Un hombre vendía gritos y palabras, y le iba bien, aunque encontraba mucha
gente que discutía los precios y solicitaba descuentos. El hombre accedía casi
siempre, y así pudo vender muchos gritos de vendedores callejeros, algunos
suspiros que le compraban señoras rentistas, y palabras para consignas,
eslóganes, membretes y falsas ocurrencias.
Por fin el hombre supo que había llegado la hora y pidió audiencia al tiranuelo
del país, que se parecía a todos sus colegas y lo recibió rodeado de generales,
secretarios y tazas de café. -Vengo a venderle sus últimas palabras -dijo el
hombre-. Son muy importantes porque a usted nunca le van a salir bien en el
momento, y en cambio le conviene decirlas en el duro trance para configurar
fácilmente un destino histórico retrospectivo. -Traducí lo que dice- mando el
tiranuelo a su interprete. -Habla en argentino, Excelencia. -¿En argentino? ¿Y
por qué no entiendo nada? -Usted ha entendido muy bien -dijo el hombre-. Repito
que vengo a venderle sus últimas palabras.
El tiranuelo se puso en pie como es de práctica en estas circunstancias, y
reprimiendo un temblor, mandó que arrestaran al hombre y lo metieran en los
calabozos especiales que siempre existen en esos ambientes gubernativos. -Es
lástima- dijo el hombre mientras se lo llevaban-. En realidad usted querrá
decir sus últimas palabras cuando llegue el momento, y necesitará decirlas para
configurar fácilmente un destino histórico retrospectivo. Lo que yo iba a
venderle es lo que usted querrá decir, de modo que no hay engaño. Pero como no
acepta el negocio, como no va a aprender por adelantado esas palabras, cuando
llegue el momento en que quieran brotas por primera vez y naturalmente, usted
no podrá decirlas. -¿Por qué no podré decirlas, si son las que he de querer
decir? -pregunto el tiranuelo ya frente a otra taza de café. -Porque el miedo
no lo dejará -dijo tristemente el hombre-. Como estará con una soga al cuello,
en camisa y temblando de frío, los dientes se le entrechocaran y no podrá
articular palabra. El verdugo y los asistentes, entre los cuales habrá alguno
de estos señores, esperarán por decoro un par de minutos, pero cuando de su
boca brote solamente un gemido entrecortado por hipos y súplicas de perdón
(porque eso si lo articulará sin esfuerzo) se impacientarán y lo ahorcarán.

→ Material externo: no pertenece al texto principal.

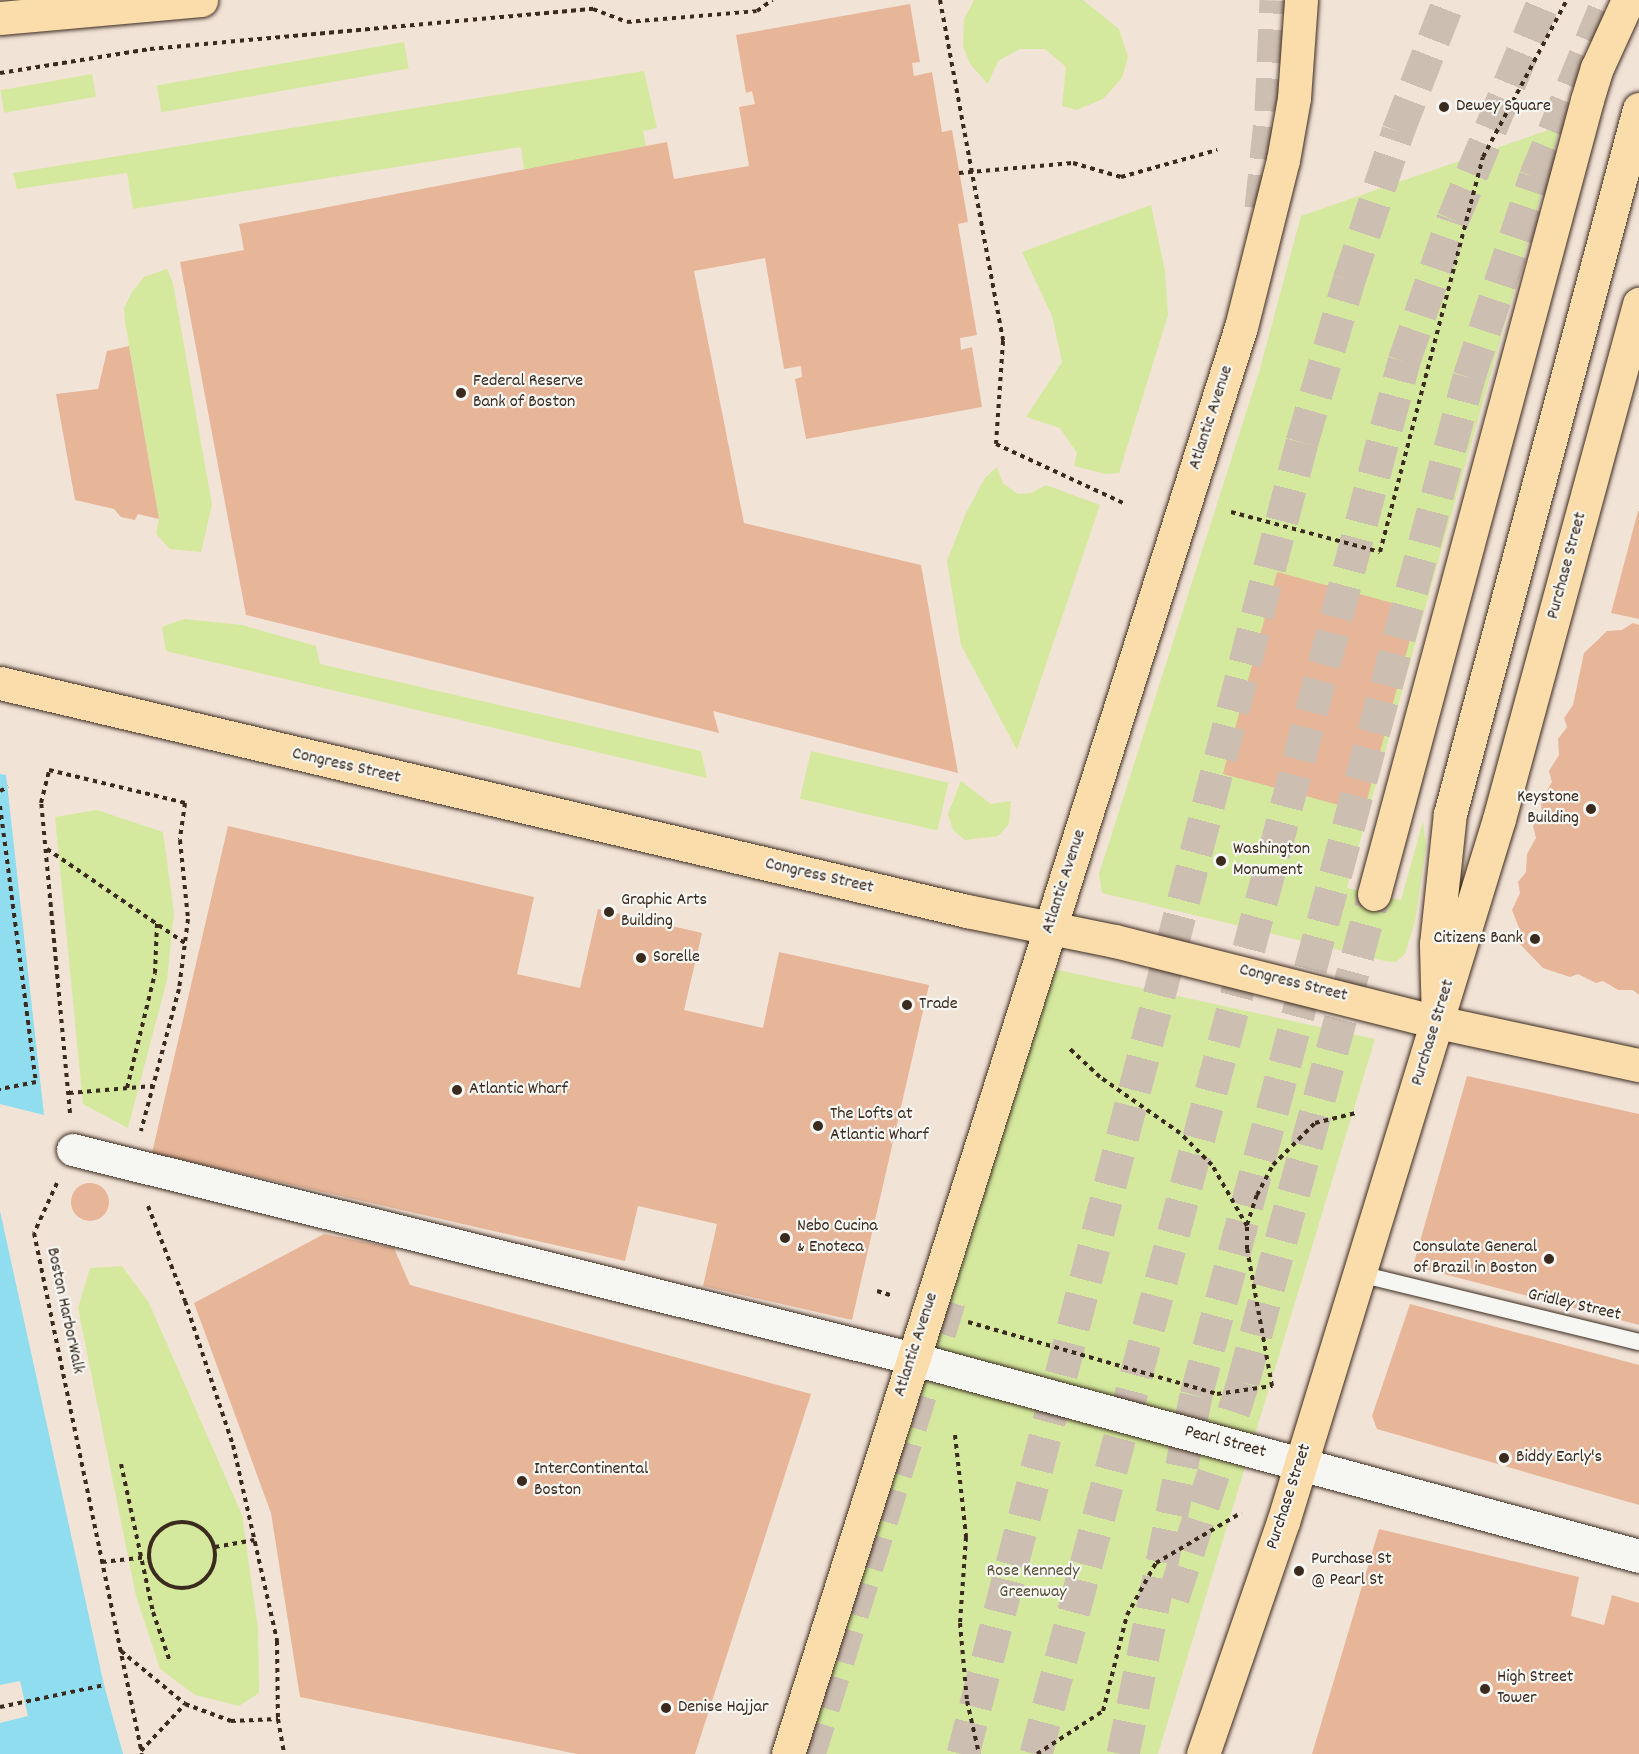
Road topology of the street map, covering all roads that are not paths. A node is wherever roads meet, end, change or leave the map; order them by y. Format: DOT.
graph roads {
  1 [pos="201,0"];
  2 [pos="1301,0"];
  3 [pos="1628,0"];
  4 [pos="0,18"];
  5 [pos="1639,109"];
  6 [pos="1639,304"];
  7 [pos="0,683"];
  8 [pos="1374,894"];
  9 [pos="1049,929"];
  10 [pos="1438,1022"];
  11 [pos="1639,1065"];
  12 [pos="73,1150"];
  13 [pos="1360,1274"];
  14 [pos="1639,1342"];
  15 [pos="914,1359"];
  16 [pos="1301,1463"];
  17 [pos="1639,1556"];
  18 [pos="788,1754"];
  19 [pos="1203,1754"];
  1 -- 4 [label="main road"];
  2 -- 9 [label="main road, Atlantic Avenue"];
  3 -- 8 [label="main road"];
  5 -- 10 [label="main road"];
  6 -- 10 [label="main road, Purchase Street"];
  7 -- 9 [label="main road, Congress Street"];
  9 -- 10 [label="main road, Congress Street"];
  9 -- 15 [label="main road, Atlantic Avenue"];
  10 -- 11 [label="main road, Congress Street"];
  10 -- 13 [label="main road, Purchase Street"];
  12 -- 15 [label="street"];
  13 -- 14 [label="lane, Gridley Street"];
  13 -- 16 [label="main road, Purchase Street"];
  15 -- 16 [label="main road, Pearl Street"];
  15 -- 18 [label="main road, Atlantic Avenue"];
  16 -- 17 [label="main road, Pearl Street"];
  16 -- 19 [label="main road, Purchase Street"];
}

Muy indignados, los asistentes y en especial los generales, rodearon al
tiranuelo para pedirle que hiciera fusilar inmediatamente al hombre. Pero el
tiranuelo, que estaba-pálido-como-la-muerte, los echó a empellones y se encerró
con el hombre, para comprar sus últimas palabras.
Entretanto, los generales y secretarios, humilladísimos por el trato recibido,
prepararon un levantamiento y a la mañana siguiente prendieron al tiranuelo
mientras comía uvas en su glorieta preferida. Para que no pudiera decir sus
últimas palabras lo mataron en el acto pegándole un tiro. Después se pusieron a
buscar al hombre, que había desaparecido de la casa de gobierno, y no tardaron
en encontrarlo, pues se paseaba por el mercado vendiendo pregones a los
saltimbanquis. Metiéndolo en un coche celular, lo llevaron a la fortaleza, y lo
torturaron para que revelase cuales hubieran podido ser las últimas palabras
del tiranuelo. Como no pudieron arrancarle la confesión, lo mataron a
puntapiés.
Los vendedores callejeros que le habían comprado gritos siguieron gritándolos
en las esquinas, y uno de esos gritos sirvió más adelante como santo y seña de
la contrarrevolución que acabó con los generales y los secretarios. Algunos,
antes de morir, pensaron confusamente que todo aquello había sido una torpe
cadena de confusiones y que las palabras y los gritos eran cosa que en rigor
pueden venderse pero no comprarse, aunque parezca absurdo.
Y se fueron pudriendo todos, el tiranuelo, el hombre y los generales y
secretarios, pero los gritos resonaban de cuando en cuando en las esquinas.